Я вздрогнула и покосилась на говорившего. Это была высокая девушка, на беглый взгляд немногим старше меня. Я успела заметить лишь зачёсанные в высокий хвост каштановые волосы, чёрную водолазку и серый пиджак.
– Нет, не дуб. Сейчас… Черёмуха! Фух, просто же! Следователь Черёмухин, – почти выкрикнула я в сторону дежурного. Совершенно дурацкое состояние.
Девушка издала короткий смешок, забрала у дежурного какой-то конверт и пошла дальше по коридору.
Дежурный переписал мои данные, выдал паспорт и кивнул в сторону коридора.
– В десятый кабинет идите.
Я поспешила на поиски нужного кабинета и нашла его тут же, на первом этаже напротив туалета. Из-за двери раздавались голоса, перемежающиеся громким смехом, и возгласы: «С днюхой!»
Я постучала, затем ещё раз и, услышав: «Да входите уже!» – вошла.
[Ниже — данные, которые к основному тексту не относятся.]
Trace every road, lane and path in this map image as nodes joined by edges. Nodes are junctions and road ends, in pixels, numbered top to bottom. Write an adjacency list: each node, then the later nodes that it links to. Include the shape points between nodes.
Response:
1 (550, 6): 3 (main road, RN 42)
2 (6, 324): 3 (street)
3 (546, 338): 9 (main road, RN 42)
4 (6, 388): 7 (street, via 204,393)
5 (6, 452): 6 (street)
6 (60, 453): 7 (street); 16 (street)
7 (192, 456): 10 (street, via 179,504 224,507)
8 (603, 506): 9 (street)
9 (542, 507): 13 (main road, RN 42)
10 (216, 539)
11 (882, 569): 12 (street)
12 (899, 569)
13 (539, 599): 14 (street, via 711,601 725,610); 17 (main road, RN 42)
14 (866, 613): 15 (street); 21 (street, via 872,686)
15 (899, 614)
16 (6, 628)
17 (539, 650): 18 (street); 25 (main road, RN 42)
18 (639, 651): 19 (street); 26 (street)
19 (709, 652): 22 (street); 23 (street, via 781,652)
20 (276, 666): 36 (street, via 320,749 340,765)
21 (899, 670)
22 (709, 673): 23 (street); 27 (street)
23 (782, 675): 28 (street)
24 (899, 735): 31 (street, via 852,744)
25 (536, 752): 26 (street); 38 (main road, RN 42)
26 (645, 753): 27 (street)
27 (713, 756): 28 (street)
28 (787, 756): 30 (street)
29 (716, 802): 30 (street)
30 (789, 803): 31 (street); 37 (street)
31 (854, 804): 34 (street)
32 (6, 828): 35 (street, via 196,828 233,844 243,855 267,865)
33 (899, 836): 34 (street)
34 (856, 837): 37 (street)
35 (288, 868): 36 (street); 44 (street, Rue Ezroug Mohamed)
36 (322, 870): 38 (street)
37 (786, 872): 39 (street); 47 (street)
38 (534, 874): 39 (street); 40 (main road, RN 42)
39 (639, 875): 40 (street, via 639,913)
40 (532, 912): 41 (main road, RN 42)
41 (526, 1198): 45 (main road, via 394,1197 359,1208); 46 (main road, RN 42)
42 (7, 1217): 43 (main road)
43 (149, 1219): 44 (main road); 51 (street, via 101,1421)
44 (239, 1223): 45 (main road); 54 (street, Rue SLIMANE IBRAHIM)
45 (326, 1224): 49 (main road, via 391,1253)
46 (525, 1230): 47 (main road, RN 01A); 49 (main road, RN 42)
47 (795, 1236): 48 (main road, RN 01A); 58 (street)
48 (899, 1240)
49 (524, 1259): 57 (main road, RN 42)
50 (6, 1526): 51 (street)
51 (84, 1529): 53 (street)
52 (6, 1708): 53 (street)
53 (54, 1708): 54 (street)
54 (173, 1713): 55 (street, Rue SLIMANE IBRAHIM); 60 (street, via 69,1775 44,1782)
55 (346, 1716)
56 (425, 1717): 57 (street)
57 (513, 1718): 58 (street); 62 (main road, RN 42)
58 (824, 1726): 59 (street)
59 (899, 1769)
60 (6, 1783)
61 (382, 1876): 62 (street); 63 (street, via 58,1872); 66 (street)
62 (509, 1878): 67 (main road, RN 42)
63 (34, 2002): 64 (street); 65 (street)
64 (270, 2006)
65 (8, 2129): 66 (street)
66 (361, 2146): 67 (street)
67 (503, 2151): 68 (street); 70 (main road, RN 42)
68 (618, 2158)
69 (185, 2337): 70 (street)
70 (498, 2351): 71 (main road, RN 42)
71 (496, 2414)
– Мне к Черёмухину… – пробормотала я, растерянно озираясь. Вокруг стола с накрытой «поляной» стояли или сидели человек шесть мужчин в форме и в штатском, а девушка, которую я мельком видела на пункте дежурного, находилась за другим столом, на котором высилась целая гора папок и работал компьютер.
– Это к тебе, Тёмыч! – Один из мужчин в форме толкнул под локоть другого – в синем свитере и джинсах, в одной руке которого находился до краев наполненный коричневой жидкостью стакан, а в другой долька лимона. Пузатая бутылка с надписью по-грузински стояла посреди импровизированного застолья, соседствуя с солёными огурцами и нарезанными яблочными дольками.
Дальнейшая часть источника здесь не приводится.